Task statement :: Among the entries, which lines carry the string "御殿場富士公園線"? Copy every one.

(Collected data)
··········
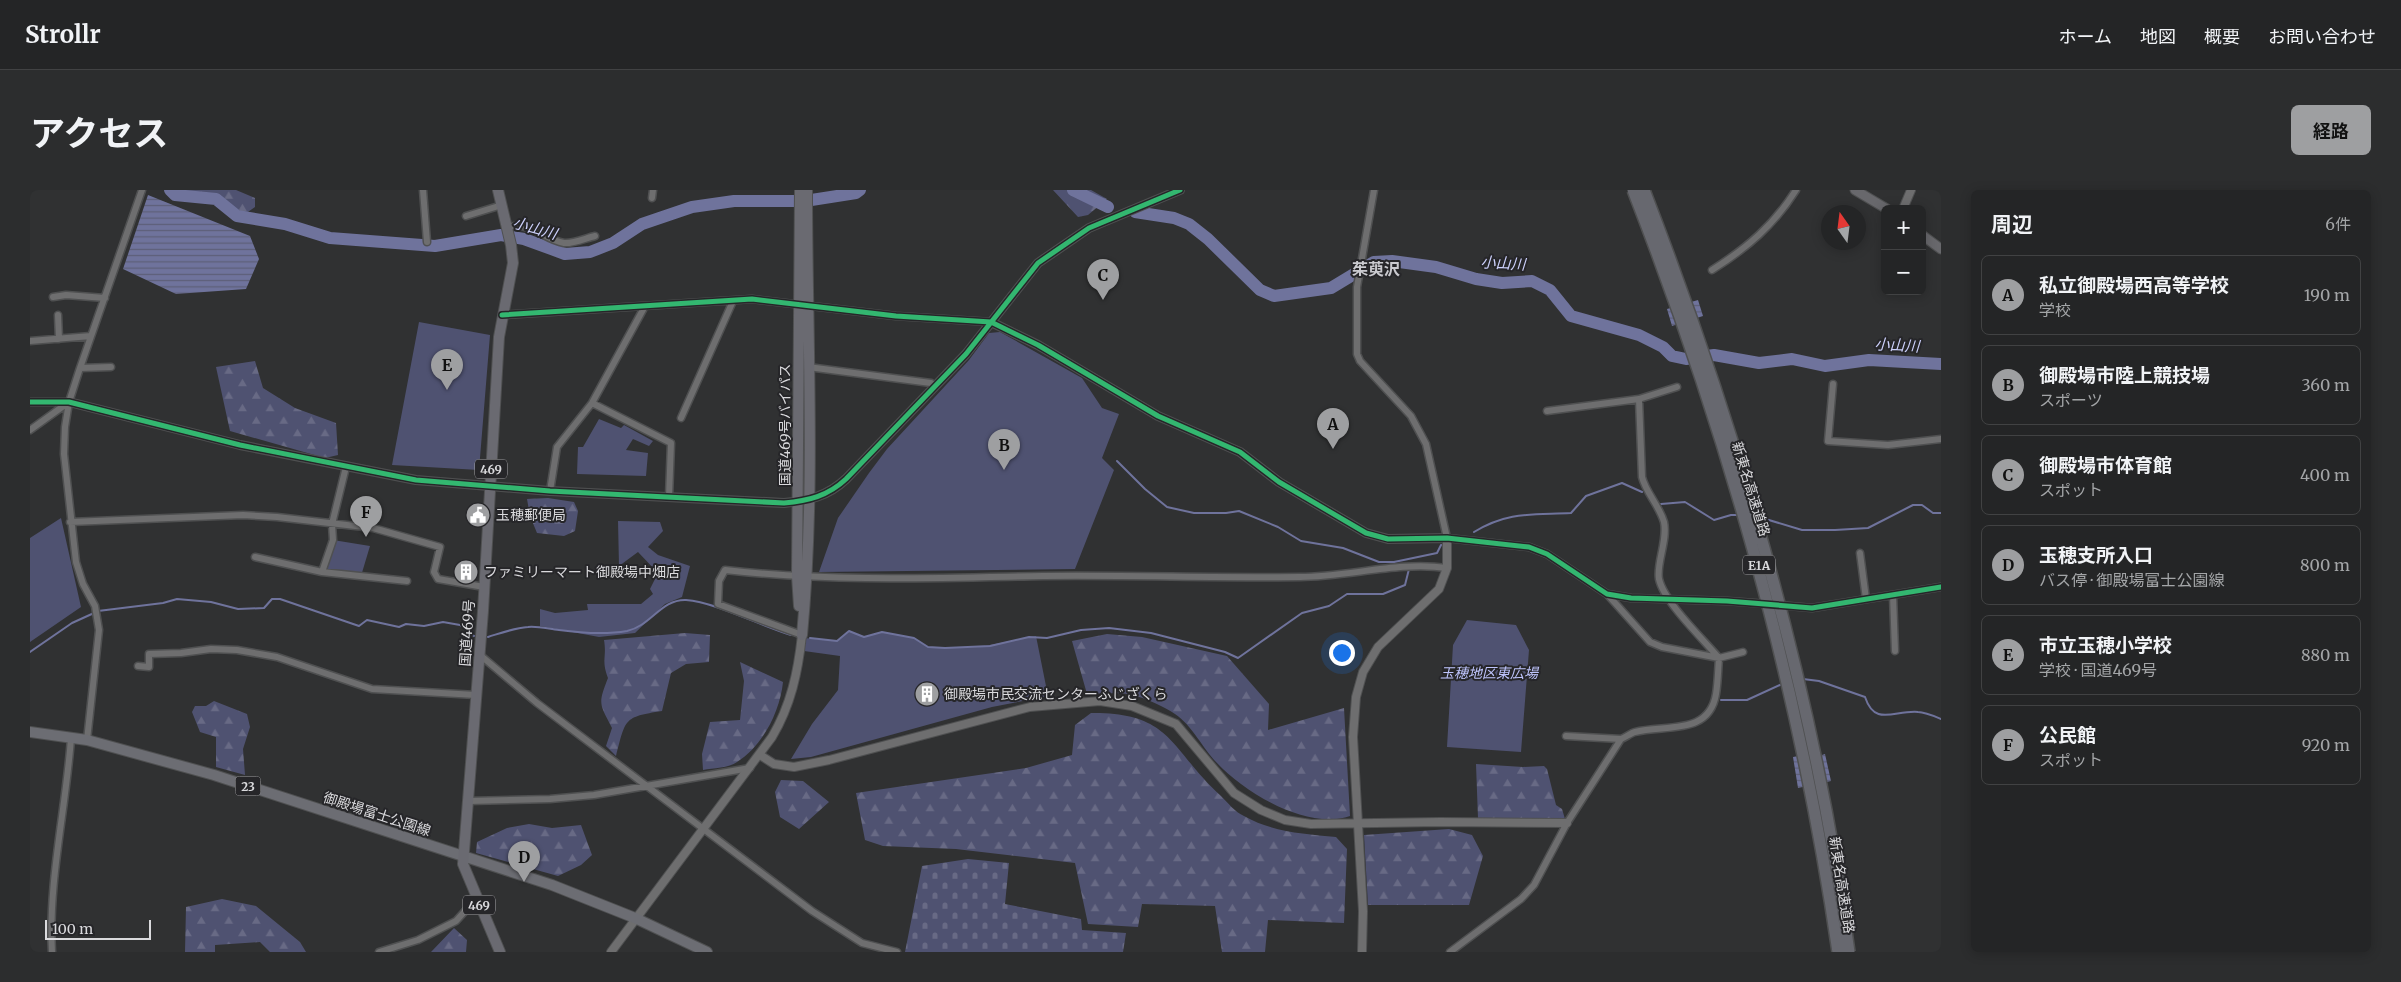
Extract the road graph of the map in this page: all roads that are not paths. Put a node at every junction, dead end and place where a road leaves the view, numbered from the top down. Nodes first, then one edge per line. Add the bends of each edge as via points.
1 (142, 190) edge
2 (423, 190) edge
3 (498, 190) edge
4 (653, 190) edge
5 (1180, 190) edge
6 (1374, 190) edge
7 (1633, 190) edge
8 (1644, 190) edge
9 (1796, 190) edge
10 (1855, 190) edge
11 (1911, 190) edge
12 (804, 191) edge
13 (652, 198) dead end
14 (502, 205) junction
15 (1881, 205) edge
16 (1905, 205) edge
17 (466, 216) dead end
18 (508, 229) junction
19 (595, 236) dead end
20 (1926, 238) edge
21 (427, 242) dead end
22 (1941, 249) edge
23 (1712, 270) dead end
24 (53, 297) dead end
25 (105, 298) junction
26 (733, 301) junction
27 (804, 304) junction
28 (645, 306) junction
29 (58, 315) dead end
30 (502, 315) junction
31 (991, 322) junction
32 (91, 336) junction
33 (59, 339) junction
34 (30, 341) edge
35 (111, 367) dead end
36 (808, 367) junction
37 (80, 368) junction
38 (1833, 384) dead end
39 (935, 386) junction
40 (1677, 387) dead end
41 (1639, 399) junction
42 (30, 402) edge
43 (69, 402) junction
44 (592, 403) junction
45 (1547, 411) dead end
46 (681, 418) dead end
47 (30, 430) edge
48 (1941, 439) edge
49 (346, 467) junction
50 (490, 485) junction
51 (550, 491) junction
52 (669, 497) junction
53 (804, 500) junction
54 (70, 522) junction
55 (332, 524) junction
56 (1447, 538) junction
57 (1860, 553) dead end
58 (255, 557) dead end
59 (1447, 568) junction
60 (322, 572) junction
61 (802, 577) junction
62 (407, 581) dead end
63 (484, 587) junction
64 (1941, 587) edge
65 (1607, 594) junction
66 (1893, 595) junction
67 (1669, 599) junction
68 (1866, 599) junction
69 (802, 635) junction
70 (1895, 651) dead end
71 (1743, 652) dead end
72 (480, 655) junction
73 (1719, 658) junction
74 (138, 666) dead end
75 (476, 696) junction
76 (30, 732) edge
77 (1566, 736) dead end
78 (71, 738) junction
79 (87, 740) junction
80 (1622, 740) junction
81 (760, 756) junction
82 (750, 768) junction
83 (647, 785) junction
84 (468, 800) junction
85 (1357, 823) junction
86 (1567, 823) junction
87 (703, 828) junction
88 (463, 857) junction
89 (476, 898) junction
90 (635, 918) junction
91 (52, 952) edge
92 (379, 952) edge
93 (500, 952) edge
94 (611, 952) edge
95 (707, 952) edge
96 (897, 952) edge
97 (1362, 952) edge
98 (1450, 952) edge
99 (1838, 952) edge
100 (1849, 952) edge

1 - 25 street
2 - 21 street
3 - 14 highway, 国道469号 / 469
4 - 13 street
5 - 31 street via 1089,228 1056,249 1038,263
6 - 56 street via 1357,287 1357,354 1411,416 1426,444
7 - 99 highway, 新東名高速道路 / E1A, bridge via 1699,371 1759,566 1798,725
8 - 100 highway, 新東名高速道路 / E1A, bridge via 1708,368 1770,564 1806,712
9 - 23 street via 1747,248
10 - 15 main road
11 - 16 street
12 - 27 highway, 国道469号バイパス
14 - 17 street
14 - 18 highway, 国道469号 / 469
18 - 19 street via 516,225 534,229 565,243
18 - 30 highway, 国道469号 / 469 via 513,263
20 - 22 main road
24 - 25 street
25 - 32 street
26 - 27 street
26 - 28 street
26 - 46 street
27 - 31 street via 896,316
27 - 36 highway, 国道469号バイパス
27 - 53 highway, 国道469号バイパス
28 - 30 street
28 - 44 street
29 - 33 street
30 - 50 highway, 国道469号 / 469
31 - 39 street
31 - 56 street via 1038,345 1158,416 1240,452 1279,482 1366,533 1388,539
32 - 33 street
32 - 37 street
33 - 34 street
35 - 37 street
36 - 39 street
36 - 53 highway, 国道469号バイパス
37 - 43 street
38 - 48 street via 1828,440 1888,445
39 - 53 street via 846,479 829,492
40 - 41 street
41 - 45 street
41 - 67 street via 1642,477 1664,523 1659,577
42 - 43 street
43 - 47 street
43 - 49 street via 240,445
43 - 54 street via 64,454
44 - 51 street via 556,447
44 - 52 street via 671,443
49 - 50 street via 416,480
49 - 55 street
50 - 51 street
50 - 63 highway, 国道469号 / 469
51 - 52 street
52 - 53 street via 784,503
53 - 61 highway, 国道469号バイパス
54 - 55 street via 243,515
54 - 79 street via 76,562 94,606 99,630
55 - 60 street via 333,540
55 - 63 street via 373,528 440,548 434,572 438,579
56 - 59 street
56 - 65 street via 1529,547 1547,554
57 - 68 street
58 - 60 street
59 - 61 street via 1414,565 1306,577
59 - 85 street via 1439,590 1384,641 1363,672 1353,712
60 - 62 street
61 - 69 highway, 国道469号バイパス
61 - 69 street via 726,570 719,581 718,604
63 - 72 highway, 国道469号 / 469
64 - 66 street
65 - 67 street
65 - 73 street via 1650,642
66 - 68 street
66 - 70 street
67 - 68 street via 1812,608
67 - 73 street
69 - 81 street via 795,684 788,705
71 - 73 street
72 - 75 highway, 国道469号 / 469
72 - 83 street
73 - 80 street via 1716,696 1708,712 1698,722 1634,732
74 - 75 street via 149,667 149,654 237,650 277,657 372,689
75 - 84 highway, 国道469号 / 469
76 - 78 main road, 御殿場富士公園線 / 23
77 - 80 street
78 - 79 main road, 御殿場富士公園線 / 23
78 - 91 street via 50,925
79 - 88 main road, 御殿場富士公園線 / 23 via 214,775
80 - 86 street
81 - 82 street
81 - 85 street via 774,764 794,767 1030,708 1100,701 1132,706 1176,724 1234,793 1260,810 1285,820 1311,824
82 - 83 street
82 - 87 street
83 - 84 street via 550,800
83 - 87 street
84 - 88 highway, 国道469号 / 469
85 - 86 street
85 - 97 street via 1363,911
86 - 98 street via 1534,886
87 - 90 street
87 - 96 street via 812,911 862,943
88 - 89 highway, 国道469号 / 469 via 462,864
88 - 90 main road, 御殿場富士公園線 / 23 via 552,885
89 - 92 street via 456,921 418,940
89 - 93 highway, 国道469号 / 469
90 - 94 street
90 - 95 main road, 御殿場富士公園線 / 23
··········
Exercise output ::
76 - 78 main road, 御殿場富士公園線 / 23
78 - 79 main road, 御殿場富士公園線 / 23
79 - 88 main road, 御殿場富士公園線 / 23 via 214,775
88 - 90 main road, 御殿場富士公園線 / 23 via 552,885
90 - 95 main road, 御殿場富士公園線 / 23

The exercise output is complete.